Sunday, September 29, 2013

The Dark Knight Rises and Forestalls Revolution


It’s hard not to miss the theme of class warfare in The Dark Knight Rises, the third of Christopher Nolan’s masterful trilogy bringing Batman back to the silver screen, but what does the movie really say about it? When I watched the film again recently on DVD, there was more there and it was more nuanced than I remembered.

On a first viewing, the movie seemed to merely have a thin subtext along the lines of Occupy Wall Street: Isn’t it unfair how some have so much while others have so little?
 
When the villain Bane raids the Gotham Stock Exchange, a stock broker outside is distraught, claiming, “It’s not our money, it’s everybody’s,” a skeptical police officer nearby says, “Really? Mine’s in my mattress.” This and several dialogue exchanges highlight the difference between those who make their money on Wall Street and those who labor for wages.

Later, Bane locks most of Gotham’s police officers underneath the city, turning the city over to the common people. The result is instant revolution, with the masses dragging the rich from their homes and expropriating their wealth.

The point’s been made, but I can’t help but mention one of my favorite scenes in the movie. Bruce Wayne attends a ball, where he dances and verbally spars with Selina Kyle (Catwoman), one of Gotham’s marginalized living in a rundown apartment in a seedy neighborhood. With touching sincerity and anger, Anne Hathaway delivers a number of lines on economic injustice, among them the following:

“You think all this can last? There’s a storm coming, Mr. Wayne. You and your friends better batten down the hatches, ’cause when it hits, you’re all gonna wonder how you ever thought you could live so large and leave so little for the rest of us.”


Slovenian philosopher and self-professed “some kind of a communist” Slavoj Zizek (video), however, has expressed disappointment with the film for its anti-revolutionary tenor. The film quite firmly states that if the people are given control of themselves, the result is violence and chaos:



There is this side to the film, and it has clearly drawn inspiration from some of the bloodier incidents of the French Revolution, even making them more sinister. At least the storming of the Bastille was an expression of outrage against the Crown’s practice of taking political prisoners, whereas the prisoners Bane frees from Blackgate Penitentiary appear to be mostly violent offenders. And the movie turns the Committee of Public Safety, which presided over the Reign of Terror, into mere sentencing hearings ruled by a bona fide lunatic, the Scarecrow, who only hands down one of two sentences: death or exile by death.

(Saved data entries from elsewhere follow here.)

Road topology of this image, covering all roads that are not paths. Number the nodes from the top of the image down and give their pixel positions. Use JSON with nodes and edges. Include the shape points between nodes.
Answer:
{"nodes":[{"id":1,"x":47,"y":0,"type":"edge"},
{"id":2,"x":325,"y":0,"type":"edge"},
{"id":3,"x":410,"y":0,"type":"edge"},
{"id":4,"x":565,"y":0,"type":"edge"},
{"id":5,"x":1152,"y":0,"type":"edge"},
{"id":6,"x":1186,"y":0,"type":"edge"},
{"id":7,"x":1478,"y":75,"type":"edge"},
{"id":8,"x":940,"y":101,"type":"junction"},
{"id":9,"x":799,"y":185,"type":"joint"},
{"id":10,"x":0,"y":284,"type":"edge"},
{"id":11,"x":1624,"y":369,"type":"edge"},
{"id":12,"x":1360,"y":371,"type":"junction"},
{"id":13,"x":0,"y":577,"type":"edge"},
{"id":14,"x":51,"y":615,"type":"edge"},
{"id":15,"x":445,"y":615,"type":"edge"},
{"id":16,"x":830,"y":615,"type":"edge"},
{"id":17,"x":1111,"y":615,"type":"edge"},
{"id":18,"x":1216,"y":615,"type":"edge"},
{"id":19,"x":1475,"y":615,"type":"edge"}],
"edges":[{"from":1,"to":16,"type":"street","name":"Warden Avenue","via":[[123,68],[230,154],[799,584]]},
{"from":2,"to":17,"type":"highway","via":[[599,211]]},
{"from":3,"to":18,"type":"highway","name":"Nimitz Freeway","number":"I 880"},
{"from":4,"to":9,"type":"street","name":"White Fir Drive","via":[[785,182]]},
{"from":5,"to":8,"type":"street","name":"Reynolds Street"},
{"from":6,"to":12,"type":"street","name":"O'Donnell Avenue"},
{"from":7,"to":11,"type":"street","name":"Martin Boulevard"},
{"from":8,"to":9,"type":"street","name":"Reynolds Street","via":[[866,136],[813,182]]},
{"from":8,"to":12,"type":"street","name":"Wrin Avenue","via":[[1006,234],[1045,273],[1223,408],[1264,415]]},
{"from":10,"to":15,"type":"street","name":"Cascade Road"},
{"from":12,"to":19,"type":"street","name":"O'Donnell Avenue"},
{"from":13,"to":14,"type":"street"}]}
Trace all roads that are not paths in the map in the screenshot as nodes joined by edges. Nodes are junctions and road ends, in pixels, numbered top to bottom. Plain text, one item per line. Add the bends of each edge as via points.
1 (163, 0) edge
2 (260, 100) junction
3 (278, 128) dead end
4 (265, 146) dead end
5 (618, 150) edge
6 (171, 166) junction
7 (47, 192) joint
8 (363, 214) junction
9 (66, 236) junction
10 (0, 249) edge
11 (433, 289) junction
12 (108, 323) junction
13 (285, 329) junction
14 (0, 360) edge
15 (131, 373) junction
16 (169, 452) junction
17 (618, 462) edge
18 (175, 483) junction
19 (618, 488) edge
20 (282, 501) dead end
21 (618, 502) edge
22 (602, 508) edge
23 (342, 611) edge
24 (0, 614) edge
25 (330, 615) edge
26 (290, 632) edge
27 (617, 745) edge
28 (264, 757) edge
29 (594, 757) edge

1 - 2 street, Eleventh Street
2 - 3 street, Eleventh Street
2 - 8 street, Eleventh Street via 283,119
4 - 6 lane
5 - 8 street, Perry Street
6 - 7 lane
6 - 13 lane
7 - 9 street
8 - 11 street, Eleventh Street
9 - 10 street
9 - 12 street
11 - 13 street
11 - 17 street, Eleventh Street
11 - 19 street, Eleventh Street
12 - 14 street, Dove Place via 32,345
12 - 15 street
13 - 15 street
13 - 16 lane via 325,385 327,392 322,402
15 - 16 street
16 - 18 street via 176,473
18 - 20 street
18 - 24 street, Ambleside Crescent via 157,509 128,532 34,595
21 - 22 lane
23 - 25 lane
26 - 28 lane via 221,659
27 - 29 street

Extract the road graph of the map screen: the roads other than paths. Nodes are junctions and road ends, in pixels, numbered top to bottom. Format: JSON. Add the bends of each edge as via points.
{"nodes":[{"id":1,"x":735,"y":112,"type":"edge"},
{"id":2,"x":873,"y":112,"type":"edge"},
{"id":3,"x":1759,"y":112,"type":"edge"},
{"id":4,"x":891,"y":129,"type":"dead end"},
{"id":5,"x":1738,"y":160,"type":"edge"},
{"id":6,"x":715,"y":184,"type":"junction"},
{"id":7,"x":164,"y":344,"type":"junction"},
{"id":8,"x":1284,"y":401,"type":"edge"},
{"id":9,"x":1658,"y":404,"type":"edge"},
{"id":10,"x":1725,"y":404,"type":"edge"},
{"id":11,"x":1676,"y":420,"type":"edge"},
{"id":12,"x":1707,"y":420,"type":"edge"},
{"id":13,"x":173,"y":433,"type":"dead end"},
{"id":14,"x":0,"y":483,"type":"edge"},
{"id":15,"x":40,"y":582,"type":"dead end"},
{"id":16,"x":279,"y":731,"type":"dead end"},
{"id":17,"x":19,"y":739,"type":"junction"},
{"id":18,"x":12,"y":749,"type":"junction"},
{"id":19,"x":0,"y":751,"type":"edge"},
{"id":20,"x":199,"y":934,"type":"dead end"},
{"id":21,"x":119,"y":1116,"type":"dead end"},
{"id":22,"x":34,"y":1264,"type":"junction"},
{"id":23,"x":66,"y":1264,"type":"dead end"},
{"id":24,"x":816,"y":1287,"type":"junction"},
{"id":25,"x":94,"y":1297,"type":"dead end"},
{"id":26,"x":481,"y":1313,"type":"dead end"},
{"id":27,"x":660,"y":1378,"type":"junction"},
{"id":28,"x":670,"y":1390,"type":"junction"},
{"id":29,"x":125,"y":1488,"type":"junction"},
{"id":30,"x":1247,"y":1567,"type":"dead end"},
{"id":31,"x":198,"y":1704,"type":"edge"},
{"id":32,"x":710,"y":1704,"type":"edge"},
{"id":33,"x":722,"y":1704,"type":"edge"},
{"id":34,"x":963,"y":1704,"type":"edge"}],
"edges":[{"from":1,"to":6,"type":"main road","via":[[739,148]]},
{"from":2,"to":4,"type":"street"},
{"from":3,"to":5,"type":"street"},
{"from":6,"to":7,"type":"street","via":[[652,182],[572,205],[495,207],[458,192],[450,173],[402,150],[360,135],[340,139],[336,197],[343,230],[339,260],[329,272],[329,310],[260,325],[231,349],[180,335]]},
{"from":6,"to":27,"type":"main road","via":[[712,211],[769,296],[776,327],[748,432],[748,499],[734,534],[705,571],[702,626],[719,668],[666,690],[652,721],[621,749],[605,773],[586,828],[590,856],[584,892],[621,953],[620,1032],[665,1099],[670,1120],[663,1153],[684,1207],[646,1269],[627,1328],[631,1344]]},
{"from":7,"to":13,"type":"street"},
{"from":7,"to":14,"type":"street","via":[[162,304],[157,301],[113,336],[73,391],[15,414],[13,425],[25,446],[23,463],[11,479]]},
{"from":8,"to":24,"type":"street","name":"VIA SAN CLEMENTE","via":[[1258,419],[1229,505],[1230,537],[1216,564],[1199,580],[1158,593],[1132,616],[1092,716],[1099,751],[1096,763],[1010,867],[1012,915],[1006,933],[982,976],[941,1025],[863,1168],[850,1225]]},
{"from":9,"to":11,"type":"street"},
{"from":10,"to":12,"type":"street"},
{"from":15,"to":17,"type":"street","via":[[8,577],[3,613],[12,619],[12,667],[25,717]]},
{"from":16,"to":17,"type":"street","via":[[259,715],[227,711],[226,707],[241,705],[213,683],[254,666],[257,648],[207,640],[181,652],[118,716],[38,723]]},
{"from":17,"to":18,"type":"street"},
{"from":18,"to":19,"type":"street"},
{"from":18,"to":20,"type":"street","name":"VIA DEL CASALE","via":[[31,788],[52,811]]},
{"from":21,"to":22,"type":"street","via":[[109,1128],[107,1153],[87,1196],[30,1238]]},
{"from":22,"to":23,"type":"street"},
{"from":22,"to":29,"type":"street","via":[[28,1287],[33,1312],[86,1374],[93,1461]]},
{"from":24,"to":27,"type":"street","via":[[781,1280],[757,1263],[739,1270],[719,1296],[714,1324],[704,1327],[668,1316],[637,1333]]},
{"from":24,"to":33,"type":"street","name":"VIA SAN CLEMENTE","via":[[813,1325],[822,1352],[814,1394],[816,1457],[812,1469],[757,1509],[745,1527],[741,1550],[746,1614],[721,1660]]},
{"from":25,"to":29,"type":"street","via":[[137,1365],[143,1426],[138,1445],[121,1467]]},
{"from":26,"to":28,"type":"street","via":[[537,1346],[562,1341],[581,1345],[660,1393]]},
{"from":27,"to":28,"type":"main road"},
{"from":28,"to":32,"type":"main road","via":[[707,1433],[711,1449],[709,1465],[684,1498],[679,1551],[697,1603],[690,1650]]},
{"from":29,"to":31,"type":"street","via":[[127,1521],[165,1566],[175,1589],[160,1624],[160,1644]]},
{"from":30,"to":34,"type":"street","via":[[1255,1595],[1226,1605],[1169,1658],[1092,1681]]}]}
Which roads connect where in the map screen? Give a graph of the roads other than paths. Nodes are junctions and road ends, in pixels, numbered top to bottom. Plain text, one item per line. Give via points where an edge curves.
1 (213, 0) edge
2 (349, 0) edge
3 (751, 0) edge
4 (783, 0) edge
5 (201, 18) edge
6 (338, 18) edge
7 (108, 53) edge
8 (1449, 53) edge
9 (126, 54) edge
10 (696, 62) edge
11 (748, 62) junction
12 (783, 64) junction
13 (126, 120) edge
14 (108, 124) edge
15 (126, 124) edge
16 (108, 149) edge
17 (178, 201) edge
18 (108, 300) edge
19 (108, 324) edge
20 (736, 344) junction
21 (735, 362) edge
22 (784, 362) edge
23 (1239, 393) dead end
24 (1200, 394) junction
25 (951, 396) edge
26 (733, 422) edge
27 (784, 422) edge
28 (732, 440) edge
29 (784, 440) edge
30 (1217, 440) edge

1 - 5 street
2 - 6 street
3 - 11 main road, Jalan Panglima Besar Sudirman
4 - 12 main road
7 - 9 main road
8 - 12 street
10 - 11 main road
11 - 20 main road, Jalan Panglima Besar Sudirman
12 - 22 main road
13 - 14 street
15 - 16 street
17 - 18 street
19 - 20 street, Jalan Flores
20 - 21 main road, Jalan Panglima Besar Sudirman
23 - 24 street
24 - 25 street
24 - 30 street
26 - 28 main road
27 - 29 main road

The Dark Knight Rises doesn’t seem to have much faith in revolution.

But something tells me that’s because Nolan is not trying to side with either the bourgeoisie or the proletariat over and against the other. To return to the man with his savings in his mattress at home, the stockbroker has an immediate rebuttal to this that I don’t take as a defense of status quo capitalism with all its failings so much as a statement highlighting the realities of today’s economy:
 
“If you don’t put those guys down, that stuffing in your mattress might be worth a whole hell of a lot less.”


Nolan’s Batman films are about many kinds of people--rich and poor, law officer and civilian, white collar and blue collar--working together each in their own way for better communities against forces that seek to bring out the worst in us. Consider the scene in the previous film, The Dark Knight, when the Joker plays a ferry full of regular citizens against a ferry full of prison inmates. Each group has the choice of blowing up the other and thereby saving their own lives, but they don’t do it.

The world of Batman is rich in villains, perhaps because the unsavory in human nature is so easy to come by, but Nolan’s films are at least equally populated with heroes, and these heroes go beyond Batman and Jim Gordon to district attorneys, entrepreneurs, police officers, charity directors and the common man, whatever his place in society.

In a sense, anyone can be Batman--we are all Batman, potentially--and each is responsible for doing the Right for the greater good:

“A hero can be anyone, even a man doing something as simple and reassuring as putting a coat around a young boy’s shoulders to let him know the world hadn’t ended.” (Batman himself)


Zizek is not satisfied with this vision of society, and I’m not sure I am, but it has its benefits, and in the absence of a revolution, it provides a ghost of a chance for a somewhat better world in which to live.